Since its beginning, Bitef Polyphony fostered participative practices, which in a way we can now reformulate in the discourse of immersive theatre. The idea that the boundaries between the participants of public events, within all the artistic disciplines, are pervious appears in different forms of engagement at Bitef Polyphony. Participative art is actually based on the idea that professional artists work with different population groups that have no professional training in art, for the sake of certain social interventions, so almost all the programs at Polyphony greatly insist on the perviousness of that boundary. In a way, the event does not even exist without direct and synchronized interactions. That is the essence of the generative process where we create a social act, as well as an artistic one.
- Is that what makes Bitef Polyphony such a significant segment of this festival?
I think that the production of sociability is important and that the directorate of Bitef recognizes this. When it was founded, the festival started precisely from radical theatre practices, which were marginalized much more at that time than they are today. Today, as an established festival, Bitef includes high-budget production projects. There is no space for small marginalized practices. There is no space for beginnings that are too novel, and Polyphony is a space for new beginnings that can also be mistakes. There is space for that mistake, for exploration and reexamination. There is a dynamic whole and I think that Polyphony is a significant complement to the “big” Bitef.
- In your work you have succeeded in merging two things that are in the sphere of science, on one hand, and in the domain of art, on the other. In the projects and experiments that you have carried out you have problematized of the relationship between the individual and the society in which they live. Who today needs that type of directorial or generally artistic engagement?
Some things that I do are purely scientific: experiments that examine generative processes, the course of our cognition within a group when creating something new. They are completely aimed at fundamental scientific insights; they have no aspirations of being immediately applicable. Then again, other work is completely artistic, and some - as you said - are on the boundary, at a crossroads, and they intersect contemplation about art through its language. That could possibly also be classified as meta-artistic practices where the positions and roles of the artists in production relations are reexamined, as are their social functions, the responsibilities that members of the middle class have in our society of inequalities. This has become very important to me. It seems to me that we don’t have the right to engage in art (to abolish it through some self-proclaimed autonomy), while other people don’t have fundamental living conditions. That is why artistic practices that attempt to seriously intervene in the field are a great resource: I follow them the most, and I consider them relevant - occasionally very bold, very awakening. That is why I spontaneously became involved.
- I would like for you to reflect on this experiment that you carried out at the Šabac Theatre last winter. How deeply is our society divided into classes, if we can find the echoes of such a structure even in such a small collective as a theatre?
In a way one can distinguish the analogy with all our social injustices. It is not difficult to discern. You will immediately notice the how the cleaning lady lives, the one who comes in to clean up before rehearsal. The real question is how much do we recognize our own power to do something about that. We might have already become indifferent because we can’t see the space for intervention, therefore one of the functions of the study was precisely to reexamine abilities. It is too complex a study to present here in detail, perhaps we can say in a few words that it focused on socioeconomic differences and attitudes towards communing, which is immanent in theater. Theatre is an art of proximity and it cannot exist without relations, therefore perhaps it should not relinquish them in the broader, civilizational context.

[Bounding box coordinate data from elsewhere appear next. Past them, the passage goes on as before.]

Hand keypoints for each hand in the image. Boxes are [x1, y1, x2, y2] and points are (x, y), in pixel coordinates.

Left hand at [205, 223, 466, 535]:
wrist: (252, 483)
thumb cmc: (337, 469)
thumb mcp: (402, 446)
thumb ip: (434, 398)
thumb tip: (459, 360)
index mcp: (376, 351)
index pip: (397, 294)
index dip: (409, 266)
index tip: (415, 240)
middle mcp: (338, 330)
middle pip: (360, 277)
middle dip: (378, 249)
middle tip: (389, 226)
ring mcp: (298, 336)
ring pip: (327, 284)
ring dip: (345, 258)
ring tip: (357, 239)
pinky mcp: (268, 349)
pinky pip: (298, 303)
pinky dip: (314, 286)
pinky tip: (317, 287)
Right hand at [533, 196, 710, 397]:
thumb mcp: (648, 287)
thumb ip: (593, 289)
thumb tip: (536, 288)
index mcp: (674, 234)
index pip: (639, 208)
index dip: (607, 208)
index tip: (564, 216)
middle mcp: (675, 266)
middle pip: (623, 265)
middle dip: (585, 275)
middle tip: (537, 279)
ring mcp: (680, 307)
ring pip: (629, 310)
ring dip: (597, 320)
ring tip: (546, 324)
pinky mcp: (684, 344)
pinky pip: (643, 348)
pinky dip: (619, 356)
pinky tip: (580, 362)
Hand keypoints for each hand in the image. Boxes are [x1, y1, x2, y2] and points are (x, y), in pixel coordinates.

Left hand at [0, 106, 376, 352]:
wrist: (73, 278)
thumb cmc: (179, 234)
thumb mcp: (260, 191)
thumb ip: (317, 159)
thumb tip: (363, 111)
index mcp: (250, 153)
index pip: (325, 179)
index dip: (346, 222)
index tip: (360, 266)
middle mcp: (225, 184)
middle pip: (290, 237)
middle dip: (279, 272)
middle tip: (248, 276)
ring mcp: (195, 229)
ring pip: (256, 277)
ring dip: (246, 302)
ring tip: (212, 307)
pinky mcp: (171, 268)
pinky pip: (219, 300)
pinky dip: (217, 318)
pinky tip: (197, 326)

- What is the origin of the fear that appears already at the mention of the collective? What is lies behind the backing down from one’s own responsibility?
The stratification that we can see in theatre truly is analogous to the social segregation whose reasons we can look for at different levels of personal relations, but it is a systemically induced fragmentation. That is how neoliberal capitalism works: it is based on the creation of inequality and atomization of society. When we start talking about work condition and about how (un)protected someone is at work - the system has to change. That is where the space for change is hidden, and those top-down changes are as important as bottom-up changes. We cannot create a labor union, for example, until we start talking about work conditions. If we don’t have a labor union, we cannot initiate greater political change. In fact, this study did not have the ambition to change those relations - because they actually cannot change through a study - but it can awaken the will for people to address and perhaps understand that they will gain something from it.
- You have been at Bitef Polyphony almost since its founding. One could say that, in a program sense, you have had quite a lot of influence on what has been happening at it. How does White Mane communicate with what you have pointed out as the tradition of Polyphony?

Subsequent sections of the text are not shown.